Pamekasan | Madurakita.id – Seorang nelayan asal Kabupaten Pamekasan meninggal dunia setelah mengalami kecelakaan kerja saat menarik jaring ikan di atas Kapal Berkah Jawara di sekitar perairan Pulau Gili Gilingan, Kabupaten Sumenep, Selasa (7/7/2026)..
Korban berinisial MH (54), warga Dusun Gilin, Desa Branta Pesisir, Kecamatan Tlanakan.

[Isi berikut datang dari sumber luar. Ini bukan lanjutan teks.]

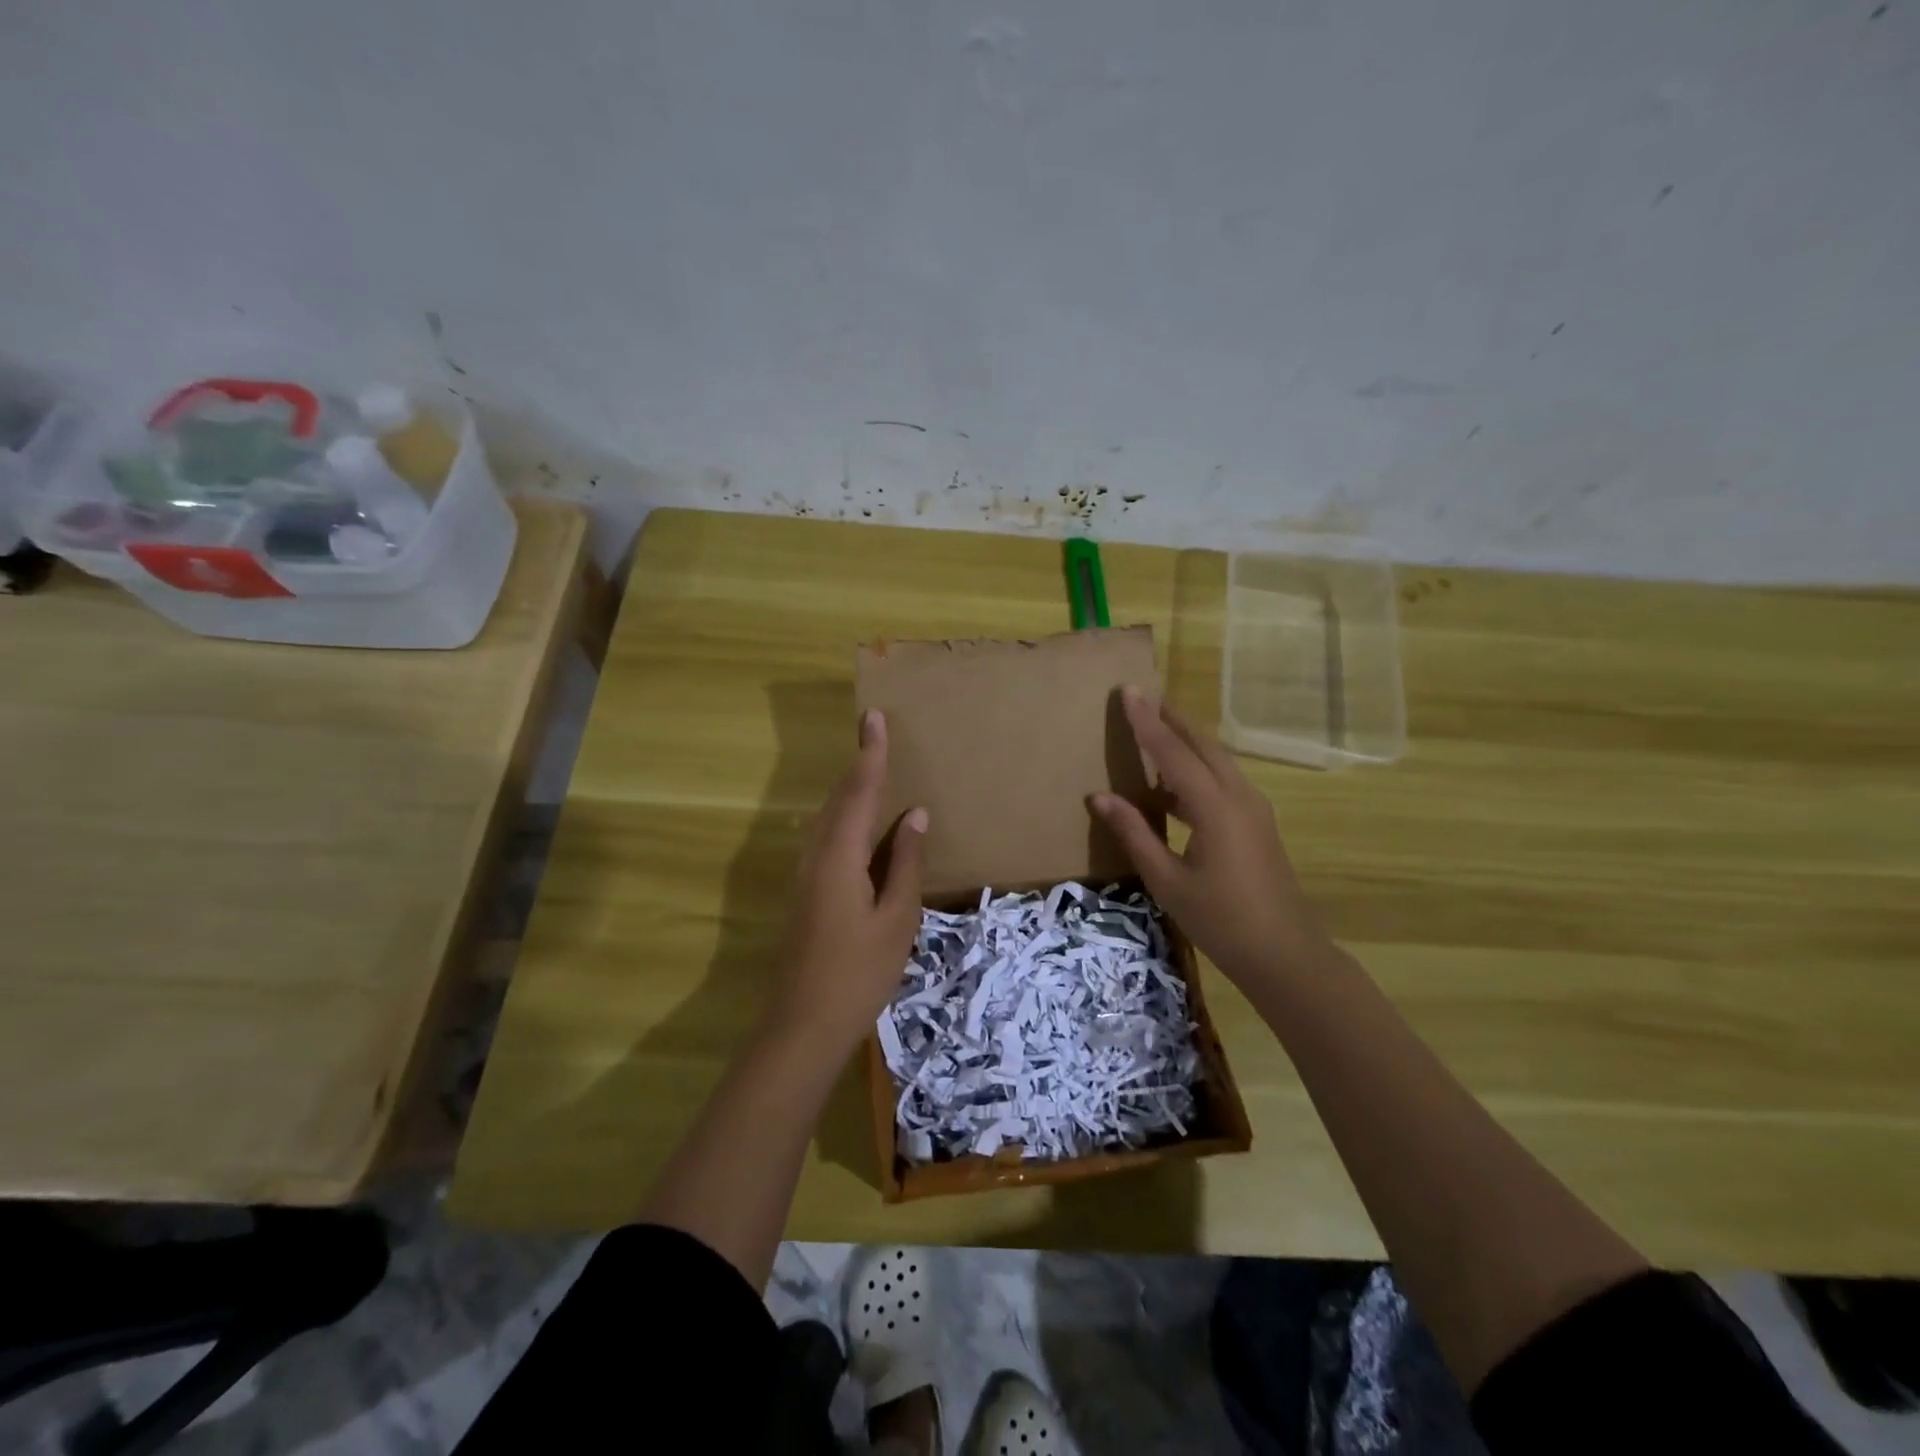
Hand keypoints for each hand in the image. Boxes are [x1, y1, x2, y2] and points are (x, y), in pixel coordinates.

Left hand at [767, 709, 927, 1052]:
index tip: (873, 717)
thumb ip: (904, 862)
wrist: (804, 1025)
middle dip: (860, 767)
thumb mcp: (896, 917)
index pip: (858, 792)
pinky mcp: (807, 895)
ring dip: (852, 794)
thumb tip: (916, 815)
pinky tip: (864, 831)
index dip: (870, 754)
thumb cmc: (859, 972)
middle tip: (877, 736)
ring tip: (875, 773)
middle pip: (839, 801)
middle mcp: (816, 857)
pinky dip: (848, 823)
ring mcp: (807, 877)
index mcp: (839, 857)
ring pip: (830, 822)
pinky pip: (829, 842)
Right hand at [1091, 687, 1330, 989]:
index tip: (1129, 691)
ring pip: (1216, 761)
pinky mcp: (1257, 824)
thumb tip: (1099, 797)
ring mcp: (1254, 809)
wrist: (1284, 954)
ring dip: (1186, 743)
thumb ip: (1134, 833)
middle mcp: (1239, 797)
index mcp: (1215, 807)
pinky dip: (1196, 770)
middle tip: (1142, 698)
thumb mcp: (1167, 881)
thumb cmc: (1220, 920)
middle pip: (1202, 745)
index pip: (1173, 752)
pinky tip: (1172, 785)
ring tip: (1154, 731)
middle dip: (1172, 720)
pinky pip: (1223, 781)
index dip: (1147, 722)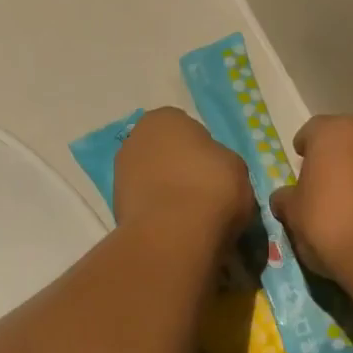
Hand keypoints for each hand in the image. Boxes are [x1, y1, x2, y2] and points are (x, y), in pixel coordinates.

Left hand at [114, 107, 253, 242]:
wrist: (174, 234)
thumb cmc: (211, 187)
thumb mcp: (237, 168)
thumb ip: (221, 162)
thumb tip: (212, 172)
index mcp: (165, 118)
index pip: (187, 129)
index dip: (203, 151)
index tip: (215, 173)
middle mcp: (136, 138)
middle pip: (164, 153)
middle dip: (179, 170)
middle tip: (202, 193)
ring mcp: (120, 173)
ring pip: (152, 180)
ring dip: (166, 192)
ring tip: (189, 216)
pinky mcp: (115, 206)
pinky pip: (145, 205)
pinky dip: (157, 214)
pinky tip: (174, 228)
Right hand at [269, 116, 352, 283]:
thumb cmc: (328, 223)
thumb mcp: (293, 214)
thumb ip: (285, 199)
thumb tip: (284, 197)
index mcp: (332, 132)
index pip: (312, 130)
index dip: (304, 148)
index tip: (300, 164)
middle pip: (345, 139)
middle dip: (333, 156)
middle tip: (323, 182)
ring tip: (348, 199)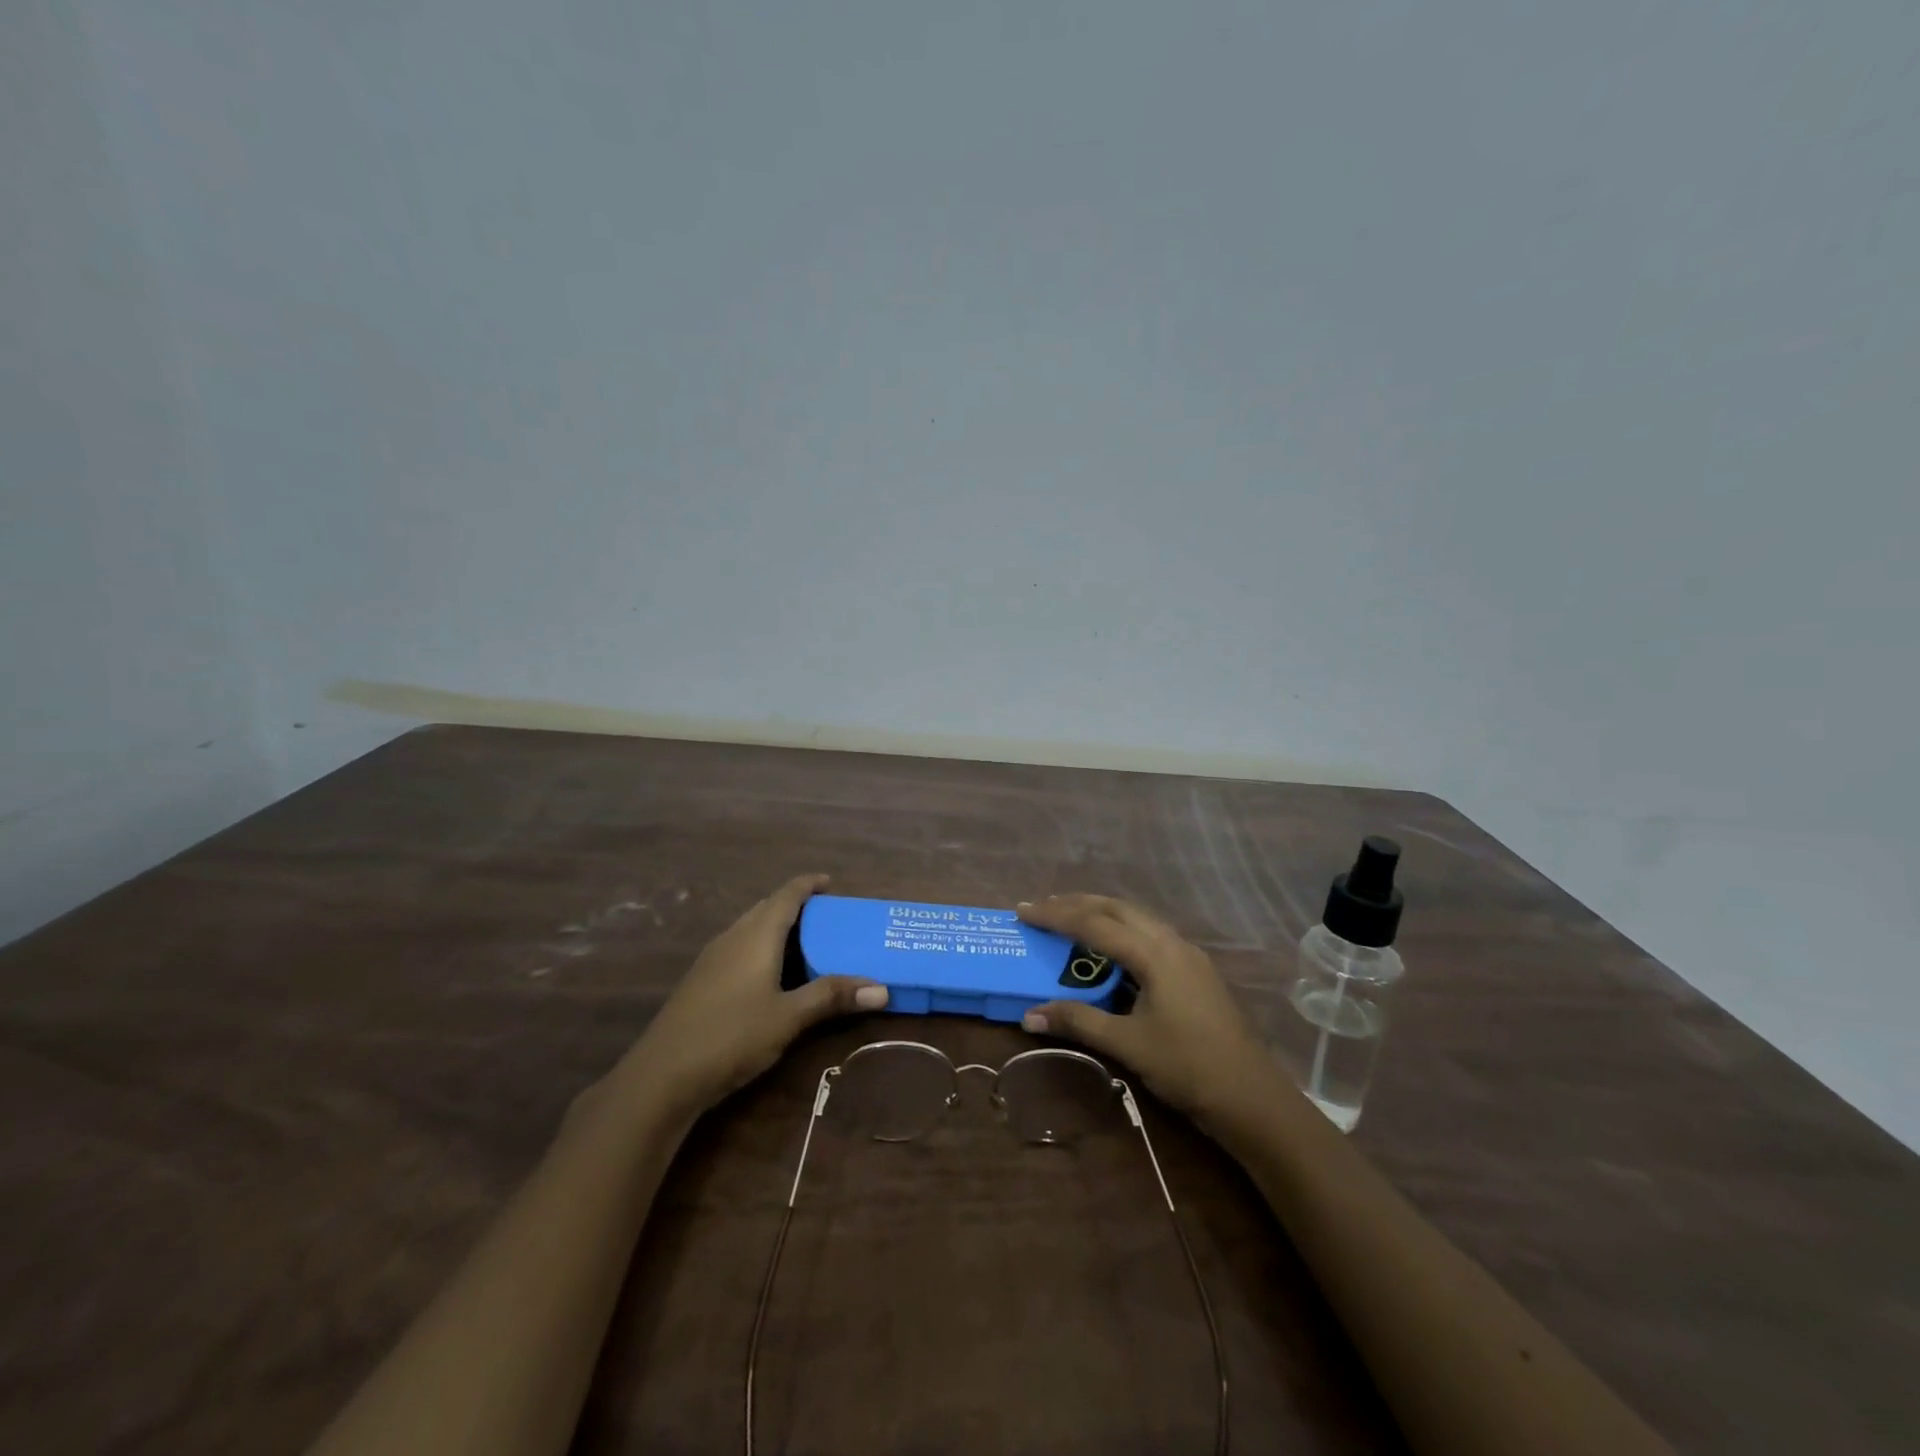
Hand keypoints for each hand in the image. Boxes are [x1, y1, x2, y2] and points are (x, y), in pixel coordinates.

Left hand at [614, 875, 886, 1117]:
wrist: (661, 1076)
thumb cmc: (731, 1035)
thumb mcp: (789, 1017)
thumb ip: (832, 997)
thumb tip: (882, 988)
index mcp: (756, 935)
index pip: (786, 895)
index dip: (808, 884)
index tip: (830, 882)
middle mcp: (733, 937)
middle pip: (767, 908)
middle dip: (796, 906)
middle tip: (827, 918)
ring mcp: (712, 959)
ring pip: (750, 929)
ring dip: (777, 928)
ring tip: (806, 944)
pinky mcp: (701, 982)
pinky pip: (739, 948)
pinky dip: (762, 948)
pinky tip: (771, 976)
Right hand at [1016, 893, 1278, 1120]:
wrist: (1252, 1096)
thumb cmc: (1188, 1067)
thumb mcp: (1128, 1044)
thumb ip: (1079, 1022)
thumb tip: (1029, 1015)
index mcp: (1155, 953)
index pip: (1094, 924)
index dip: (1055, 916)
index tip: (1023, 910)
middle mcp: (1172, 942)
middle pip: (1117, 908)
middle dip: (1077, 904)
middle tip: (1043, 907)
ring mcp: (1188, 955)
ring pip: (1136, 918)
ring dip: (1101, 914)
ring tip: (1070, 919)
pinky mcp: (1195, 970)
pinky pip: (1150, 935)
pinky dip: (1121, 931)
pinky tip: (1110, 949)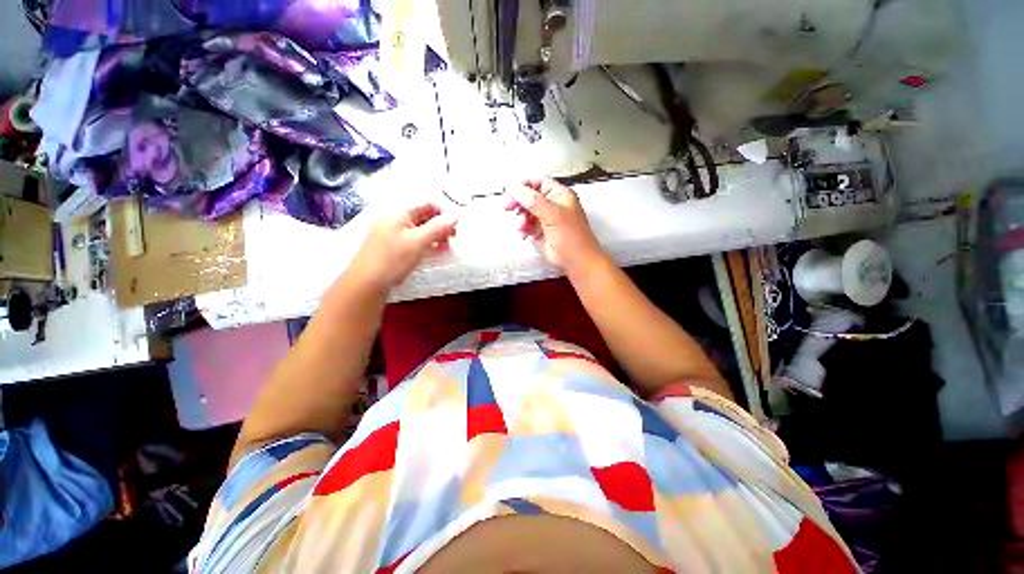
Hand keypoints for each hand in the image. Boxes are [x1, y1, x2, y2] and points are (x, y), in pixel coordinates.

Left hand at [347, 203, 457, 291]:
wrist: (367, 283)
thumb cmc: (393, 259)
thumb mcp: (419, 242)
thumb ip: (438, 228)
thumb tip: (455, 217)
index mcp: (398, 212)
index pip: (426, 204)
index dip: (443, 211)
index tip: (457, 224)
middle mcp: (394, 219)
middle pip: (423, 216)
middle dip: (440, 224)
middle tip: (454, 236)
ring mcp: (392, 233)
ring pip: (419, 229)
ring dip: (434, 235)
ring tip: (447, 245)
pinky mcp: (392, 246)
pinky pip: (413, 239)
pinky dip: (425, 242)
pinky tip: (434, 250)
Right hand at [507, 178, 606, 271]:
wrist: (576, 261)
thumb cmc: (569, 235)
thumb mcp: (552, 214)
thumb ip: (532, 200)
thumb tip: (512, 186)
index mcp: (559, 195)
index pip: (538, 183)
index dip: (524, 185)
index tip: (510, 192)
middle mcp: (552, 205)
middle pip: (529, 197)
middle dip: (518, 202)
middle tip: (507, 207)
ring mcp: (545, 219)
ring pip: (526, 212)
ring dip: (520, 218)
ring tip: (522, 226)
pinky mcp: (540, 233)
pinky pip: (526, 226)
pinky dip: (522, 229)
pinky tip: (523, 234)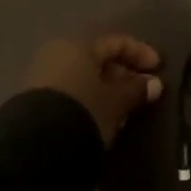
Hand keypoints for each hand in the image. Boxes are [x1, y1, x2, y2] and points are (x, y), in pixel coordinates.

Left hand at [23, 34, 164, 144]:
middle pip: (97, 58)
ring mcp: (41, 75)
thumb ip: (136, 90)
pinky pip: (69, 89)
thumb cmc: (83, 113)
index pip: (116, 42)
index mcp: (79, 45)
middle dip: (122, 73)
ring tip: (122, 108)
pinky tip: (98, 115)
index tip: (158, 69)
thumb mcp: (116, 103)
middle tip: (140, 91)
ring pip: (82, 75)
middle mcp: (58, 53)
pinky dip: (87, 97)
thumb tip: (154, 83)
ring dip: (104, 88)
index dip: (140, 53)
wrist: (34, 148)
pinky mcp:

Ia diduga terlilit tali tampar saat proses penarikan jaring sehingga mengalami luka dan kesulitan bernapas.
Kasi Humas Polres Pamekasan, IPDA Yoni Evan Pratama, S.H., M.M., mengatakan Satpolairud Polres Pamekasan bersama Polsek Tlanakan, TNI AL, Tim Inafis Satreskrim, dan tenaga medis langsung bergerak setelah menerima laporan dari masyarakat.
Petugas kemudian bersiaga di Pelabuhan Branta Pesisir untuk mengevakuasi korban yang dibawa menggunakan Kapal Berkah Jawara dari lokasi kejadian.
“Setelah kapal sandar sekitar pukul 10.20 WIB, korban langsung dievakuasi menggunakan ambulans Puskesmas Tlanakan menuju rumah duka untuk dilakukan pemeriksaan medis luar oleh tim medis bersama Tim Inafis Satreskrim Polres Pamekasan,” kata Yoni.
Berdasarkan hasil penyelidikan sementara, kecelakaan terjadi sekitar pukul 07.00 WIB ketika kapal berkapasitas 30 GT tersebut sedang melakukan penarikan jaring ikan dengan 11 anak buah kapal.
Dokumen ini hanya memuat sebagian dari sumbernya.